The Henrys, relying on Becker v. Lagerquist Brothers, argue that extrinsic evidence of the $5,000 Henry-Trotter oral agreement is a collateral agreement that does not modify the $145,000 written Green-Trotter Agreement. However, the oral agreement would in fact modify the Green-Trotter written agreement. It changes the written sales price of the Green-Trotter Agreement from $145,000 to $150,000. Furthermore, Becker is distinguishable because there was considerable undisputed written evidence that the earnest money agreement in Becker was only a partial integration. Becker, 55 Wn.2d at 430-31. However, the written Green-Trotter Agreement is sufficiently detailed to reach the reasonable conclusion that the Henry-Trotter eight-acre oral agreement should have been included. Thus, we hold that the parol evidence rule applies to the Green-Trotter Agreement and inconsistent extrinsic evidence of the Henry-Trotter oral agreement is inadmissible.

B. Integration Clause

We review findings of fact for substantial evidence, defined as a "quantum of evidence sufficient to persuade a rational fair-minded person that the premises is true." Sunnyside Valley Irrigation Dist. v. Dickie, 149 Wn.2d 873, 879, 73 P.3d 369 (2003). We review questions of law de novo. Id. at 880.
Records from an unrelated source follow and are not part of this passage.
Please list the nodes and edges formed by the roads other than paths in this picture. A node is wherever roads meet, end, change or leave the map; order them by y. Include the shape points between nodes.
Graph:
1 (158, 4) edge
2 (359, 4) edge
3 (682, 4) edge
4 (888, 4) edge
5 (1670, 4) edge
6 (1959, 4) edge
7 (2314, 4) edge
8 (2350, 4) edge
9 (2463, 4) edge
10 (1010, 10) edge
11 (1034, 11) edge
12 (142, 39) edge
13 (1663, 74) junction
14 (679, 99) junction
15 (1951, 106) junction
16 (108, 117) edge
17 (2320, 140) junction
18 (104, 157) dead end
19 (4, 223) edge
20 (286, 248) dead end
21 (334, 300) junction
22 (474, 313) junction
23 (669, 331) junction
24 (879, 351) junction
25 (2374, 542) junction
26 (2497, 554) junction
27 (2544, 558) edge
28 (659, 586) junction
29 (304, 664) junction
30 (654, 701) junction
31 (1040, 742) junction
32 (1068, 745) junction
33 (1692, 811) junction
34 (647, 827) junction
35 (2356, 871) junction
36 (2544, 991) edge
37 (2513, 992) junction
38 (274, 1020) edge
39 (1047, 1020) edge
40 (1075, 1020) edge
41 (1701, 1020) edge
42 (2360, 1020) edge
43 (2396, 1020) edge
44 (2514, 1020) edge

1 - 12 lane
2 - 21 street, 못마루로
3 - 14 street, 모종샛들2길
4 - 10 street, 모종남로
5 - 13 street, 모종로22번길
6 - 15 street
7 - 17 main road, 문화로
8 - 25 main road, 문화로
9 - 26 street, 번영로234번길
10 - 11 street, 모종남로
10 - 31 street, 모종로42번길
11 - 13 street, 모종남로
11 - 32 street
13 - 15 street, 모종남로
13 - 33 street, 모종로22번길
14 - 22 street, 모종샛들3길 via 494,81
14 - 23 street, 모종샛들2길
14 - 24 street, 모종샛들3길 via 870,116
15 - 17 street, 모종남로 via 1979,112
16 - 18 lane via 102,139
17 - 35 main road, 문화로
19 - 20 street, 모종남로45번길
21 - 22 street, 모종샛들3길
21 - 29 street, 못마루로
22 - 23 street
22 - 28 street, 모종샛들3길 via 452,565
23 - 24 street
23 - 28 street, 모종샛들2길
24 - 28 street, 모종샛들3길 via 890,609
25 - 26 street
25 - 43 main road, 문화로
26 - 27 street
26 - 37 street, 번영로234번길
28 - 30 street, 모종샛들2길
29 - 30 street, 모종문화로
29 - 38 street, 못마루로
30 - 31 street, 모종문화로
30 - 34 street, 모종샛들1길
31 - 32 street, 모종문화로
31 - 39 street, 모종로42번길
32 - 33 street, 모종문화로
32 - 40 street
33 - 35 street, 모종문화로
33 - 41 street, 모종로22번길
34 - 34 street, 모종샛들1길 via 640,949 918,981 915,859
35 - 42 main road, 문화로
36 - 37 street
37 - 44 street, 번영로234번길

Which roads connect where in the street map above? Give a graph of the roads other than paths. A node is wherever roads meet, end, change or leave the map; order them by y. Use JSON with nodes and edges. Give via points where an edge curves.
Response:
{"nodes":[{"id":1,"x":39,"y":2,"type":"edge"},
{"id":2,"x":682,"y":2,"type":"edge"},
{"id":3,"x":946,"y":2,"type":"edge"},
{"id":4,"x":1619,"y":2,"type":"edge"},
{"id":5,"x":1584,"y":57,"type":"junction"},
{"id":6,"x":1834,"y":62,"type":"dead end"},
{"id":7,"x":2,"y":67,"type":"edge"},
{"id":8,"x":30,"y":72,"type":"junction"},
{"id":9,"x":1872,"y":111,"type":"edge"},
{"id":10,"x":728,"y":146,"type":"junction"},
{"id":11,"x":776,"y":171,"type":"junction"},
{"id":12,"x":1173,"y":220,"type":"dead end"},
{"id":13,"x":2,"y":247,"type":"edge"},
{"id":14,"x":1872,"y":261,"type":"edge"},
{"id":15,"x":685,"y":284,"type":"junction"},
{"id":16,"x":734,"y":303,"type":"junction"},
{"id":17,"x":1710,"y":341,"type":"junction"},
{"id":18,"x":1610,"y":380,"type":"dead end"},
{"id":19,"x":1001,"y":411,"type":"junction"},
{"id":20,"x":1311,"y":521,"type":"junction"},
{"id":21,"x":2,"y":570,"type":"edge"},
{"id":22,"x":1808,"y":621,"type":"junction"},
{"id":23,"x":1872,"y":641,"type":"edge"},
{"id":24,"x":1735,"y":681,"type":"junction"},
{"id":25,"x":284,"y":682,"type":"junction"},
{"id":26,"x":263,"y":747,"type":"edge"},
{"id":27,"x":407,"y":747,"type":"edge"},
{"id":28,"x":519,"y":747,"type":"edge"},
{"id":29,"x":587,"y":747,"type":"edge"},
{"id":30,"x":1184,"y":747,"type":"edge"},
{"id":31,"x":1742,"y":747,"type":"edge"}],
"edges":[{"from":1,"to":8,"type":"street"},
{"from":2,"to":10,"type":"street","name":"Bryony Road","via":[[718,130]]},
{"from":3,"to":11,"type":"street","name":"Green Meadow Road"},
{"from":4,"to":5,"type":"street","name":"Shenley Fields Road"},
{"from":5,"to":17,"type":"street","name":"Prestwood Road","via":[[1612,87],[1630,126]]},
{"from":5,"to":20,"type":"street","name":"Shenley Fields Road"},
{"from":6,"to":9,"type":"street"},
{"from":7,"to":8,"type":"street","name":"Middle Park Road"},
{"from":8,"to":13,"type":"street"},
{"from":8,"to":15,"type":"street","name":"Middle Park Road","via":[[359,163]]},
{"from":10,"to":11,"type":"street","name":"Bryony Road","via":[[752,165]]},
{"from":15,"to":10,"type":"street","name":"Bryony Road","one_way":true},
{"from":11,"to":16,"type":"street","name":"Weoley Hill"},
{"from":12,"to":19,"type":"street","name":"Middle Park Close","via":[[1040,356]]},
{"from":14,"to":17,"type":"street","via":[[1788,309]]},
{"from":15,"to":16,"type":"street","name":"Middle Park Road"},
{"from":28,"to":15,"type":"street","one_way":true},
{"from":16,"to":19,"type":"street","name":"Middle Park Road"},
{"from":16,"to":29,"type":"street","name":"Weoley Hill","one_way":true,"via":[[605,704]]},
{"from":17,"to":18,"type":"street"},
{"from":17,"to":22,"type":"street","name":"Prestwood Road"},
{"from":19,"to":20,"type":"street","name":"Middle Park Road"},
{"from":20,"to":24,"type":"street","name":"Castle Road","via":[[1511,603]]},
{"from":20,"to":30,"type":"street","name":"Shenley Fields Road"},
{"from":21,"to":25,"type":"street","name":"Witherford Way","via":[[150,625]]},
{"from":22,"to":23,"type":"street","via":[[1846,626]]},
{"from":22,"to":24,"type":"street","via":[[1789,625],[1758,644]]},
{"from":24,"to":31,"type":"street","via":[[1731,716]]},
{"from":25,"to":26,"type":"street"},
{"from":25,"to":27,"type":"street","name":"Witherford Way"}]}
An agreement may be only partially integrated, notwithstanding an integration clause, if the clause is false boilerplate, because parties are not bound by incorrect statements of fact. Denny's, 71 Wn. App. at 203. A boilerplate integration clause may be held void when enforcement of such a clause would amount to endorsement of a fraud. S. Kitsap Family Worship Ctr. v. Weir, 135 Wn. App. 900, 907, 146 P.3d 935 (2006). In determining whether a clause is false boilerplate, a court considers: (1) whether the prior agreement was the inducing and moving cause of the final contract; (2) whether a prior agreement forms part of the consideration for the final contract; and (3) whether the final contract was executed on the faith of the prior agreement. McGregor v. First Farmers-Merchants Bank & Trust Co., 180 Wash. 440, 444, 40 P.2d 144 (1935). "'A party to a contract is not bound by a false recital of fact, and parol evidence is admissible to show the true state of affairs.'" Black v. Evergreen Land Developers, Inc., 75 Wn.2d 241, 250, 450 P.2d 470 (1969) (quoting Cook v. Vennigerholz, 44 Wn.2d 612, 616-17, 269 P.2d 824 (1954)).

Paragraph 13(d) of the written Green-Trotter Agreement contains an integration clause, which provides, "[t]here are no verbal agreements or understandings which modify this Agreement. This Agreement constitutes the full understanding between Buyer and Seller." Clerk's Papers at 32.

The Henrys argue that the integration clause is false boilerplate. However, there is no claim of fraud by the Henrys, and the Henrys do not claim to have been unaware of the written terms of the Green-Trotter Agreement. The integration clause is unambiguously and plainly stated in the Green-Trotter Agreement. The Henrys could not have understood the contract obligations unless they read the...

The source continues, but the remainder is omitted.